Not that guys don’t use other drugs.
The best feeling in the world is when the needle plunges through the skin of your ass and you feel a burst of Toradol rushing into your blood. You take it after the warm-up, fifteen minutes before the game. Toradol is an anti-inflammatory drug used to counter severe pain, and once it gets in your system you feel its magic move from the tip of your toes to the top of your ears. It’s the same vibe as the scene in Iron Man when Tony Stark turns the suit on and suddenly his body is covered by this indestructible armor. You feel indestructible. While having a continuous orgasm. There’s nothing better.
That said, it’s terrible for your liver, and so during the regular season you take it in pill form. It’s the playoff injection in your butt that presents the liver damage risk, but hey, it’s the playoffs. You take a lot of risks.
I chuckle when I read all these stories about Toradol abuse in the NFL. The NHL makes the NFL look like amateurs in the Toradol department. My cocktail of choice during the eighty-two-game regular season was one Toradol pill and one 30 mg Adderall tablet, split in half. Adderall is what doctors prescribe for people with ADHD to help them focus. I’d take half with the Toradol and half between the second and third periods. The Toradol makes me feel like I can skate through a brick wall, and the Adderall acts as a stimulant, giving me that extra gear and dialing me right into the zone. Adderall is prohibited by the NHL, that is, you are allowed to take it only if you have a TUE (which means “therapeutic use exemption”). Coming out of the 2004 lockout, the list of prohibited substances was a lot longer, but guys still loved their Adderall.
Guys also used Sudafed, which is also a stimulant, though one that was a lot more alarming to see in action than the Toradol-Adderall comb
o. Lots of guys on the Kings used Sudafed, and I saw some so jacked up on it that they lost their hearing. They were so wired and so shaky that they couldn’t understand what you were saying to them. Toradol was the exact opposite.
In Detroit they used this thing called Power Orange, which worked like Sudafed. Even after the FDA pulled it, it could still be found in the Red Wings’ locker room.

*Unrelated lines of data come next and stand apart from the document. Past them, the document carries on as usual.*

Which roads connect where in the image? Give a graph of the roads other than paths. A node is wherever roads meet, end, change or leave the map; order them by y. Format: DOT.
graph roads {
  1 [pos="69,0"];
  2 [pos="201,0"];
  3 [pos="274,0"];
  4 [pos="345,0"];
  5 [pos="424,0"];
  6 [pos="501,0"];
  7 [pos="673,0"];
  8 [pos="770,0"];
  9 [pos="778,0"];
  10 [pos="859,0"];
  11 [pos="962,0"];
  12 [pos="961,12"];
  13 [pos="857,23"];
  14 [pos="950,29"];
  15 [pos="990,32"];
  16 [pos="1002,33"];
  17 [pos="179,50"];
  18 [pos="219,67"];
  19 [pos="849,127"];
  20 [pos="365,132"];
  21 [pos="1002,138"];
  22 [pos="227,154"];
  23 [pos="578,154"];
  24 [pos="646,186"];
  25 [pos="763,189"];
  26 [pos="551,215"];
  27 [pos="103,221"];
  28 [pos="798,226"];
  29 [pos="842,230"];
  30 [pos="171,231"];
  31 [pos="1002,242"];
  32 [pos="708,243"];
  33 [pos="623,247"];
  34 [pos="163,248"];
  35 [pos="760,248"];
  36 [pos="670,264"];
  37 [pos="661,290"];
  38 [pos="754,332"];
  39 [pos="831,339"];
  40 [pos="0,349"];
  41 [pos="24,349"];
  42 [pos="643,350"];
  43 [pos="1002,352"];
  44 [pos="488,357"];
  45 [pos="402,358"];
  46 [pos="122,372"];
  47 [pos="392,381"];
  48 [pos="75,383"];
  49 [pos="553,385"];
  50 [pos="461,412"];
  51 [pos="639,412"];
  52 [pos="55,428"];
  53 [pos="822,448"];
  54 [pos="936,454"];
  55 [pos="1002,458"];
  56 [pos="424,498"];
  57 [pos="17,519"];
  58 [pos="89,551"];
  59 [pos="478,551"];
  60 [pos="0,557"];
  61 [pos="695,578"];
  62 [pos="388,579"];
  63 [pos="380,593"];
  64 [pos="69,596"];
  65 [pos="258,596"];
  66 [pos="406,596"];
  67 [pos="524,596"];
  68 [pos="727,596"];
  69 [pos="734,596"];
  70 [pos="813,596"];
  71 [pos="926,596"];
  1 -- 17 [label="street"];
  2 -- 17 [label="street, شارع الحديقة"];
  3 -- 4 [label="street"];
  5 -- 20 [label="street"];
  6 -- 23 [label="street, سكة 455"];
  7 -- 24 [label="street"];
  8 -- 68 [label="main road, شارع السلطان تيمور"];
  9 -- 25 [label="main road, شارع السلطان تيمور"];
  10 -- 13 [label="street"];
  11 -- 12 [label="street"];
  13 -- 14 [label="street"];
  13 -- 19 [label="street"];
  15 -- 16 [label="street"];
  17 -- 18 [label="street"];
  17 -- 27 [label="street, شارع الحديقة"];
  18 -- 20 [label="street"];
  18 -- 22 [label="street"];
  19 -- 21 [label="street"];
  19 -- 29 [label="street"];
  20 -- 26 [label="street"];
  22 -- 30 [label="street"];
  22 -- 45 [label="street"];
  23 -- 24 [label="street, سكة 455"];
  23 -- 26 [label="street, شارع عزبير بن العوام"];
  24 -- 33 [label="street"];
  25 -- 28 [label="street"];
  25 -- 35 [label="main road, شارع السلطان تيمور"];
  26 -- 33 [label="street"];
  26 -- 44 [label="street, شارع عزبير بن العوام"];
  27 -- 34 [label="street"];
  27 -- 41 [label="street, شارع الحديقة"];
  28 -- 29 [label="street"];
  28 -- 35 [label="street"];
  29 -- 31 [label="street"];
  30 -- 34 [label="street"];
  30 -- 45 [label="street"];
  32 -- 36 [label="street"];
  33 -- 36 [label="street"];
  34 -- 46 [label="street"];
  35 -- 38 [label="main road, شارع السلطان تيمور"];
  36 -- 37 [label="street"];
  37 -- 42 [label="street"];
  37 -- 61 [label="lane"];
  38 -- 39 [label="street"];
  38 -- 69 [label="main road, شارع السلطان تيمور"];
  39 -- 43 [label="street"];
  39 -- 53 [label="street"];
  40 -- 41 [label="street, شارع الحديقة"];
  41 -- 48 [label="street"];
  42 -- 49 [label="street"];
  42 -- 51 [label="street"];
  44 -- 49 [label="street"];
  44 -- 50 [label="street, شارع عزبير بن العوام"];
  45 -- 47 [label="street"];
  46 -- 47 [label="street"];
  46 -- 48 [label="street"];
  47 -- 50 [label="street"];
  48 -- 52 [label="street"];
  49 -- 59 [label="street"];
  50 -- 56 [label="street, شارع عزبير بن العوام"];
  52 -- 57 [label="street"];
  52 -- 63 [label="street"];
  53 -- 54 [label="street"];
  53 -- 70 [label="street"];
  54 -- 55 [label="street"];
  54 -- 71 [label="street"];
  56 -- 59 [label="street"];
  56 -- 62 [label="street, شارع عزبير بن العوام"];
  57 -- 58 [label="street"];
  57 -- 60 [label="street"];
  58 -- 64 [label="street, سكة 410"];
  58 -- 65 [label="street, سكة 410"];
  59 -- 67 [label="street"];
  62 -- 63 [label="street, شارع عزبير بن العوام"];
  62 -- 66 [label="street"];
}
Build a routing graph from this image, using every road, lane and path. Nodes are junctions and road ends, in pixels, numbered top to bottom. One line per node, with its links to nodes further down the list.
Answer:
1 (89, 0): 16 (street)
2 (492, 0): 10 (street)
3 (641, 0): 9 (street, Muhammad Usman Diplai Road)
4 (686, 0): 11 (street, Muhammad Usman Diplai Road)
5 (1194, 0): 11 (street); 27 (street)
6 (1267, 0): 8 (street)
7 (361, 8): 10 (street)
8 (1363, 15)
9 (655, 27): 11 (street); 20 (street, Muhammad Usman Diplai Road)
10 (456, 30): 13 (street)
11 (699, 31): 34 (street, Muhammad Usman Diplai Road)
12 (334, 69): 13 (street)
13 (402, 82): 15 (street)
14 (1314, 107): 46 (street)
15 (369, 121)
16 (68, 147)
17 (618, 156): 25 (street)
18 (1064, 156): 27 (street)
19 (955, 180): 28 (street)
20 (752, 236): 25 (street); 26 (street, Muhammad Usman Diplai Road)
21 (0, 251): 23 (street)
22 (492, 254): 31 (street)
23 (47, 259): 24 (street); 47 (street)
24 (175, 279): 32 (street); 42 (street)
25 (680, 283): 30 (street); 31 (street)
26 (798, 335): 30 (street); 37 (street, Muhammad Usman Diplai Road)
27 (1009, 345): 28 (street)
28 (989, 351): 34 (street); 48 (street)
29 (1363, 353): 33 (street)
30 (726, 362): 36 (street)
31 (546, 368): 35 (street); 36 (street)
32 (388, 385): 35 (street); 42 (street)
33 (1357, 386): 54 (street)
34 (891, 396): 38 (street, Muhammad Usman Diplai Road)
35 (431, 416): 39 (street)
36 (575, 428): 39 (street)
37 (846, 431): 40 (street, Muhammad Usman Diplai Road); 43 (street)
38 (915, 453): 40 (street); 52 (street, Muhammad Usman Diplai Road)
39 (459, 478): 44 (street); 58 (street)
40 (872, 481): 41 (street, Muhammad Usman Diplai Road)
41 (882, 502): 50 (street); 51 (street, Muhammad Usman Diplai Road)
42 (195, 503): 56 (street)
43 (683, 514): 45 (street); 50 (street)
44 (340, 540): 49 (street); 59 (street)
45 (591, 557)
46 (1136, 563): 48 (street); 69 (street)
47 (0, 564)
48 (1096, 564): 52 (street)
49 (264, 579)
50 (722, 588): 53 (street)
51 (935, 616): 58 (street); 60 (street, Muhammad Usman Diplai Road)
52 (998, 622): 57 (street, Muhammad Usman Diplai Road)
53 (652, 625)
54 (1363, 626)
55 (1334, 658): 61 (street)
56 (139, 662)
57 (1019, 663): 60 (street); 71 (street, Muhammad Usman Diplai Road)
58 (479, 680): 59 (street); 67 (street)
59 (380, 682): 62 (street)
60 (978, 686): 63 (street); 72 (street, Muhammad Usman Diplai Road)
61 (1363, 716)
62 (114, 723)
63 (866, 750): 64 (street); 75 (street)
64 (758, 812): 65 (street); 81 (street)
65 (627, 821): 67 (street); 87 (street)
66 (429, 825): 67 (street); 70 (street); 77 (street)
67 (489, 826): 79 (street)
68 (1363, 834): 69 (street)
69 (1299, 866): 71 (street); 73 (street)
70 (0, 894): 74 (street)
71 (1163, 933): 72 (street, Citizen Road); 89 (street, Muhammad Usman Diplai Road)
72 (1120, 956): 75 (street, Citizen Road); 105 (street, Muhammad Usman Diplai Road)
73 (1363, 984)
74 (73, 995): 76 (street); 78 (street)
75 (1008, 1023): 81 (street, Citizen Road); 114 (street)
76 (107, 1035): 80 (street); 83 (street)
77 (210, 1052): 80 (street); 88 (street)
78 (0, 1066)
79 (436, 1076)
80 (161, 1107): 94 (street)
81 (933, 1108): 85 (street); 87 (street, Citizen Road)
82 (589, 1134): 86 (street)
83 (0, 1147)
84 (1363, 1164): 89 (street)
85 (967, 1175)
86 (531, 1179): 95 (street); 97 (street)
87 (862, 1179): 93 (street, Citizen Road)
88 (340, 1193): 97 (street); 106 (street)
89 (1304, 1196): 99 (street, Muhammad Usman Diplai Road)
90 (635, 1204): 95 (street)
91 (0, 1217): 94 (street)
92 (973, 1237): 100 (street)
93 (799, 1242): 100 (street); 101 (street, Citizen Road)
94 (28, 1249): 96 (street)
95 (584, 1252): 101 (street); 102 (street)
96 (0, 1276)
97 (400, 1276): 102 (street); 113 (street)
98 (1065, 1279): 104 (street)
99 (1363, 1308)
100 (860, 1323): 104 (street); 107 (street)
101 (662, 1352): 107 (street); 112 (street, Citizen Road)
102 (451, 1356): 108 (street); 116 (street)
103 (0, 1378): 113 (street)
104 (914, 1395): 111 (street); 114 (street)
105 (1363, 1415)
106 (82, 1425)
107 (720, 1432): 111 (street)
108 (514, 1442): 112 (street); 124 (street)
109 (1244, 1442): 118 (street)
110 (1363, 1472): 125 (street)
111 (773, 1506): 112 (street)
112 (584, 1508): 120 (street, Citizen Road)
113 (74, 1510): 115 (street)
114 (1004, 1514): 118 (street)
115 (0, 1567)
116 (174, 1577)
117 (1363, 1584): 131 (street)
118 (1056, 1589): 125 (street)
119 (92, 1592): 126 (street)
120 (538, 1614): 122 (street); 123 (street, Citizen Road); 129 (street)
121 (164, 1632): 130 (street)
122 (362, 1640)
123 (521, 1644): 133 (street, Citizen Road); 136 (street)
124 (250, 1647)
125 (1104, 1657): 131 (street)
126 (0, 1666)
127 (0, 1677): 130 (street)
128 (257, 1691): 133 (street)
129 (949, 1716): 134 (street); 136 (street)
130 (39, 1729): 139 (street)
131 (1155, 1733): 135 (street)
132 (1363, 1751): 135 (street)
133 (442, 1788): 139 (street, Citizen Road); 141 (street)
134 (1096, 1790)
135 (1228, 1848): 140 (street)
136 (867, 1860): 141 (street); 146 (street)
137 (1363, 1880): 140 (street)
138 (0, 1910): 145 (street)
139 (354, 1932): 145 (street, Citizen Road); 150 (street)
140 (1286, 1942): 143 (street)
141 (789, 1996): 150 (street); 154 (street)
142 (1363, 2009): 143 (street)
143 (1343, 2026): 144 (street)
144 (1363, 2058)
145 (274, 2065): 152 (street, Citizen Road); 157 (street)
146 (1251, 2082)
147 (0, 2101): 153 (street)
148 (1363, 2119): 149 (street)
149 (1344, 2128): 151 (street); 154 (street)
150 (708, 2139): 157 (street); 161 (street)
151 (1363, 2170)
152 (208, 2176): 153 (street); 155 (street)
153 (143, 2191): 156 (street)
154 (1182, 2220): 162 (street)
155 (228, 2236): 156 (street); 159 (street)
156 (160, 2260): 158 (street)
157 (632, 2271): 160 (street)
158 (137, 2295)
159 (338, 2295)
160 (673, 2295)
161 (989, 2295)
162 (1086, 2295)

The NHL did drug testing at the time, but the only thing you could get suspended for was an anabolic steroid. They tested for recreational drugs, but didn’t suspend you for it. There was no advance warning, and they tested us all at the same time. So you showed up to practice and there would be signs posted directing you to the WADA (World Anti-Doping Association) people who would take your details, give you a little bottle to pee into, and direct you to a stall. You’d give them your full bottle of piss and then they would test it. You could do it before or after practice. Sometimes there were guys who stayed two or three hours after practice just drinking liters of water in order to be able to pee.
The tests were anonymous in the sense that only if something got flagged would WADA check whose urine was in violation of league policy. If they found a guy with a load of cocaine in his system, he’d get a call from the NHLPA doctor, who’d talk to him about his recreational drug use, and if need be, strongly suggest that he needed rehab. But between the Toradol, Sudafed, Adderall, Vicodin, Percocet, and other PKs (painkillers), you didn’t really need to buy street drugs. You could find the right state of mind right in the trainer’s room.
9
SUMMER SCHOOLING
We miss the playoffs my first year in LA, which doesn’t feel great after staggering through a Stanley Cup parade less than a year before. But despite the fact that the Kings send me down to the minors for a bit of playoff experience, I feel pretty good. I feel like I’m in the league for good. I’ve decided to stay in my old room in my parents’ basement in Pickering, Ontario. I want to live like a normal person and train my ass off during the week so that when I go to the Kings’ training camp in September I’ll blow the other guys out of the water.